#### [TASK BRIEF]
Each line of the listing below that includes "connect" should be reported.
[DATA SHOWN — start]
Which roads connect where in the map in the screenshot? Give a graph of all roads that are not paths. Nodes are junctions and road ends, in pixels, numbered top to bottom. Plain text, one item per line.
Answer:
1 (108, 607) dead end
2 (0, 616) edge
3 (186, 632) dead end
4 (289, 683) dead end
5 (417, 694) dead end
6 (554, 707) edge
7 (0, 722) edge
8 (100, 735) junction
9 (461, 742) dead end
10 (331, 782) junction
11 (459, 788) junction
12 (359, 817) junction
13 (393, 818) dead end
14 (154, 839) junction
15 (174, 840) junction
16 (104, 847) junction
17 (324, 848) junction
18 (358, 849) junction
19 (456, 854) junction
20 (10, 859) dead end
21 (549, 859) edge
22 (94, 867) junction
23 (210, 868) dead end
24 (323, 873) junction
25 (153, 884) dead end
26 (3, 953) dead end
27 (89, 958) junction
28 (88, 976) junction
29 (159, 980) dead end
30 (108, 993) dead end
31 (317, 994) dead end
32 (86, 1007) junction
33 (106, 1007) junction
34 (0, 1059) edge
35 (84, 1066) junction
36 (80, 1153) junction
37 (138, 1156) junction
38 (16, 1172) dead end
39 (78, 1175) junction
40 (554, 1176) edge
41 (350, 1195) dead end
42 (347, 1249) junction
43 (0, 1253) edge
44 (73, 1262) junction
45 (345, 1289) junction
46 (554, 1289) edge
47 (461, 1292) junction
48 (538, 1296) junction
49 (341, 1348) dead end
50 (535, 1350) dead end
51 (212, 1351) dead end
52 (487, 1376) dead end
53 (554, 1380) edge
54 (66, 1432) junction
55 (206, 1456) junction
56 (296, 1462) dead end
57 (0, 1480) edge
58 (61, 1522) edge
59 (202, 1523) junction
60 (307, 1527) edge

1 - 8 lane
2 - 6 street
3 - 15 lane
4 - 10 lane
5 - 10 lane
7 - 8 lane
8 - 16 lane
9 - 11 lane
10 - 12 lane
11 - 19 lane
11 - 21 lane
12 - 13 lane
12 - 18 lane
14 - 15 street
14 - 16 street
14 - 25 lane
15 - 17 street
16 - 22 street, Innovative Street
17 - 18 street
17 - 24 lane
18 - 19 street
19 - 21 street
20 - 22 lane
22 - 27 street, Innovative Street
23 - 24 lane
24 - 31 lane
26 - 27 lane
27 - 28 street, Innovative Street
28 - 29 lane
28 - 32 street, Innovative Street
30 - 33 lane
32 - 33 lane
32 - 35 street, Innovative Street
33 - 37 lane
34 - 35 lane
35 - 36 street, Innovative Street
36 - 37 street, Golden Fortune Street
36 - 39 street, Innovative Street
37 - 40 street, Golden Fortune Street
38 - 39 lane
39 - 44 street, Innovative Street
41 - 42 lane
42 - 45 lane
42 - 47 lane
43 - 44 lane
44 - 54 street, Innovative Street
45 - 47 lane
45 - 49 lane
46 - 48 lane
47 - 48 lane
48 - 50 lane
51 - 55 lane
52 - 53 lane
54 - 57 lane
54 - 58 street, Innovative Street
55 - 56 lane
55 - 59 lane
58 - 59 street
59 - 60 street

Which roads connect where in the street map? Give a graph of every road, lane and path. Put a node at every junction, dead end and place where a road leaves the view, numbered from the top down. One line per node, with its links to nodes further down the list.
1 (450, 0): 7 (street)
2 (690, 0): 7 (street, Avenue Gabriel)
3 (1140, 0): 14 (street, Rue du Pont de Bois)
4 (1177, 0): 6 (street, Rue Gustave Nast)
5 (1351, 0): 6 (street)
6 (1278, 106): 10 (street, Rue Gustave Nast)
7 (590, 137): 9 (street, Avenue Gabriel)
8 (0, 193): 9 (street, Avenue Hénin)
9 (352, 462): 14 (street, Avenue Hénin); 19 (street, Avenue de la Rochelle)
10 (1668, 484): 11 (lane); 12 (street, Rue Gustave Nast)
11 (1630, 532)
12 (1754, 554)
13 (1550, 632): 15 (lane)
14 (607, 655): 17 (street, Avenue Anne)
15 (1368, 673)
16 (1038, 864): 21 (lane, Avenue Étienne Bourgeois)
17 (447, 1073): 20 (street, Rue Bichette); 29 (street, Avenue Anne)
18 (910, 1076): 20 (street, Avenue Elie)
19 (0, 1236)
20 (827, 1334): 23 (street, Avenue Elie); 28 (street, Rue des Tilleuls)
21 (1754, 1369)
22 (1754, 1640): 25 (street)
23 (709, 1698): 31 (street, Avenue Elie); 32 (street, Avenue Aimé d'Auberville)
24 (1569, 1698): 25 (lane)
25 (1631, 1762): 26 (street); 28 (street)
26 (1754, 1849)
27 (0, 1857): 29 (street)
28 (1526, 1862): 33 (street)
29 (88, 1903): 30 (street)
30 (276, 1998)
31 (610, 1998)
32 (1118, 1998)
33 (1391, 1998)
[DATA SHOWN — finish]
#### [OUTPUT]
Which roads connect where in the map in the screenshot? Give a graph of all roads that are not paths. Nodes are junctions and road ends, in pixels, numbered top to bottom. Plain text, one item per line.
Which roads connect where in the street map? Give a graph of every road, lane and path. Put a node at every junction, dead end and place where a road leaves the view, numbered from the top down. One line per node, with its links to nodes further down the list.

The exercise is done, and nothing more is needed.